Following this lead, WP4 critically examines diverging concepts of meliorism by exploring writers with links to optimism, pessimism, and/or meliorism, and analysing literature reflecting societal anxieties and human or non-human suffering caused by wars, violence, poverty, marginalisation, the climate crisis, etc.
One of our key ideas is that the experience of suffering is not only an individual response but also a cultural, interpersonal, and social condition. WP4 studies how culturally shared norms, values, and conventions influence people’s ways of experiencing suffering, and how literature as a mediating force in society can reinforce or subvert these conventions by offering revisions of the dominant representations of suffering. The persisting relevance of tragedy dealing with the limitations of the realms of reason, order, and justice will be addressed.
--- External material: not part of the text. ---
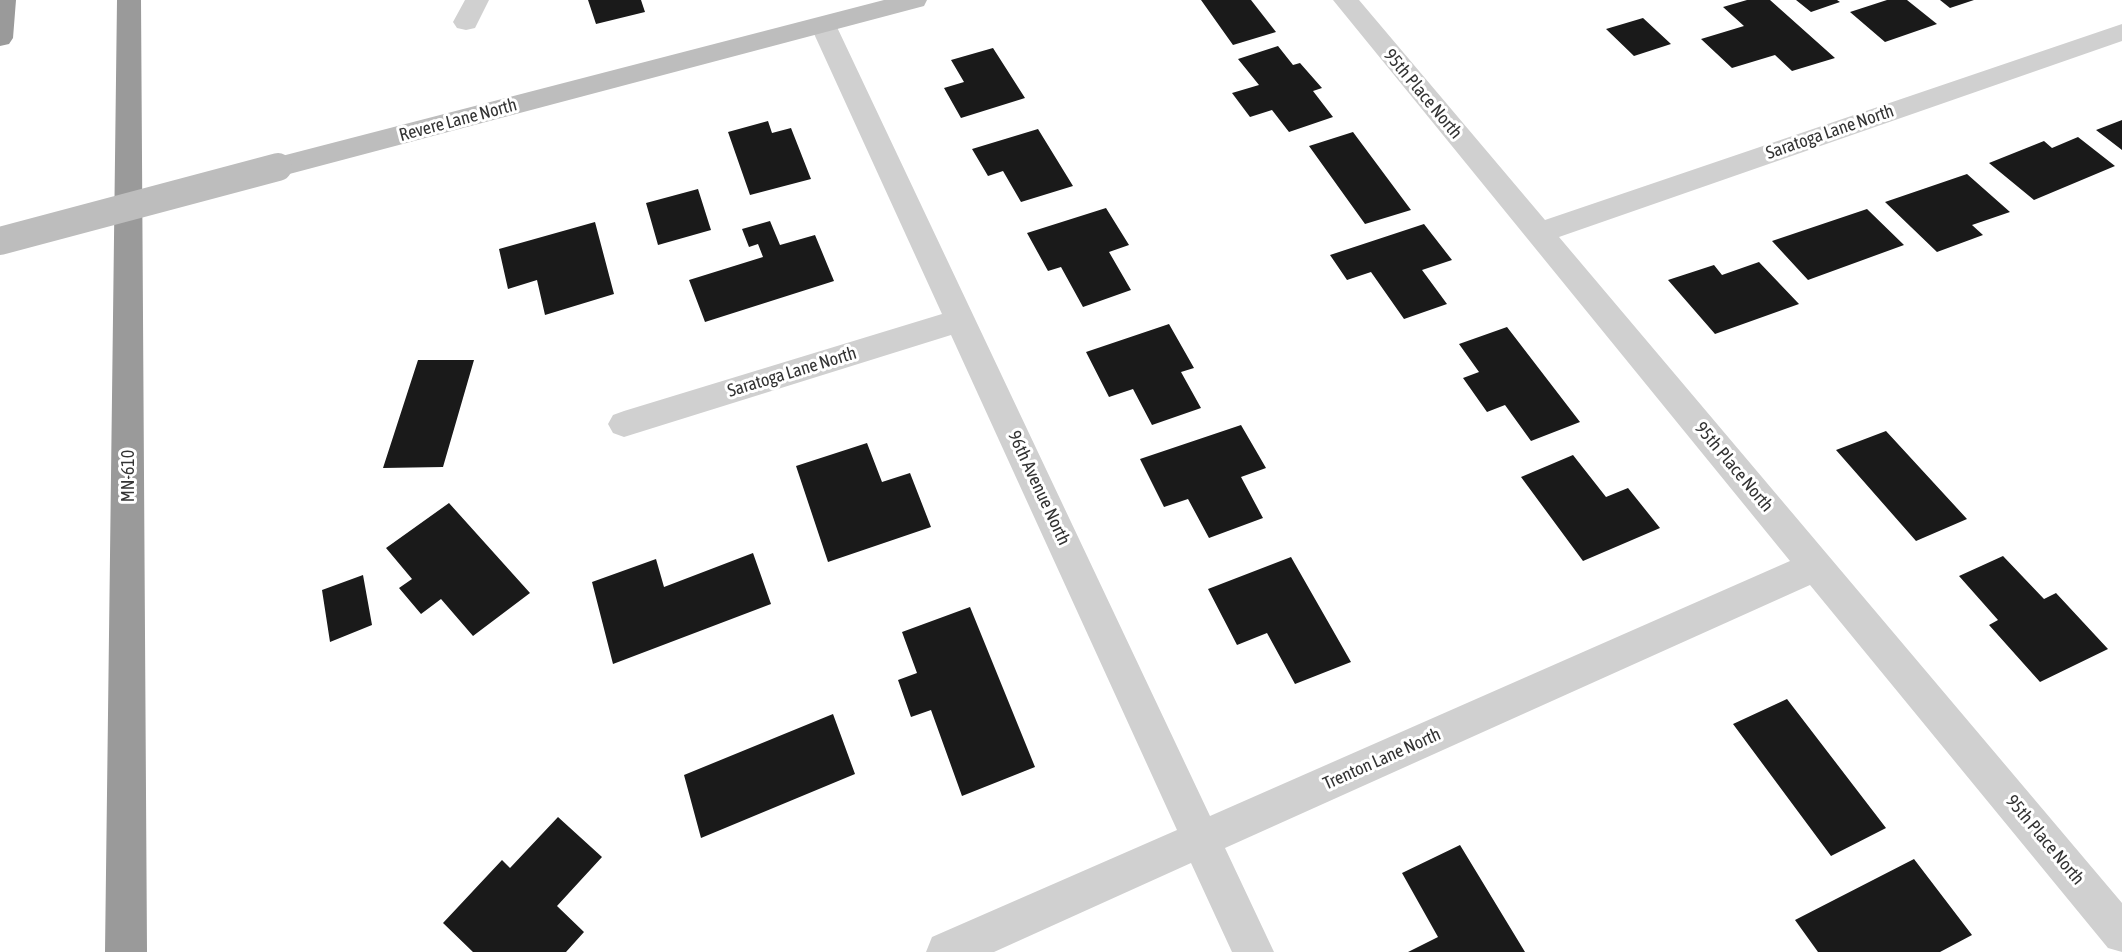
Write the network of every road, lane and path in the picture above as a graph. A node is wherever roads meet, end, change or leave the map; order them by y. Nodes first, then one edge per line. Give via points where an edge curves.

Exploring war literature enables us to ask whether the view of humanity presupposed by pacifism is too optimist, or possibly theodicist, requiring pessimist/meliorist and antitheodicist critique.
Suffering prompts the quest for meaning for everyone. Hence it is of utmost importance to include “ordinary” or vernacular responses, and the fundamental intersubjectivity and situationality of lives they are embedded in, in a fair and comprehensive analysis of meaning-making in the face of suffering and the sense of the tragic. It is here that the traditional question of theodicy touches that of sociodicy targeting the inequality of suffering and the discrepancy between the expectations of social and technological progress and the complex realities of everyday life. Therefore, WP5 will focus on the vernacular responses to suffering as articulated and enacted by different interlocutors and actors in diverse empirical research materials.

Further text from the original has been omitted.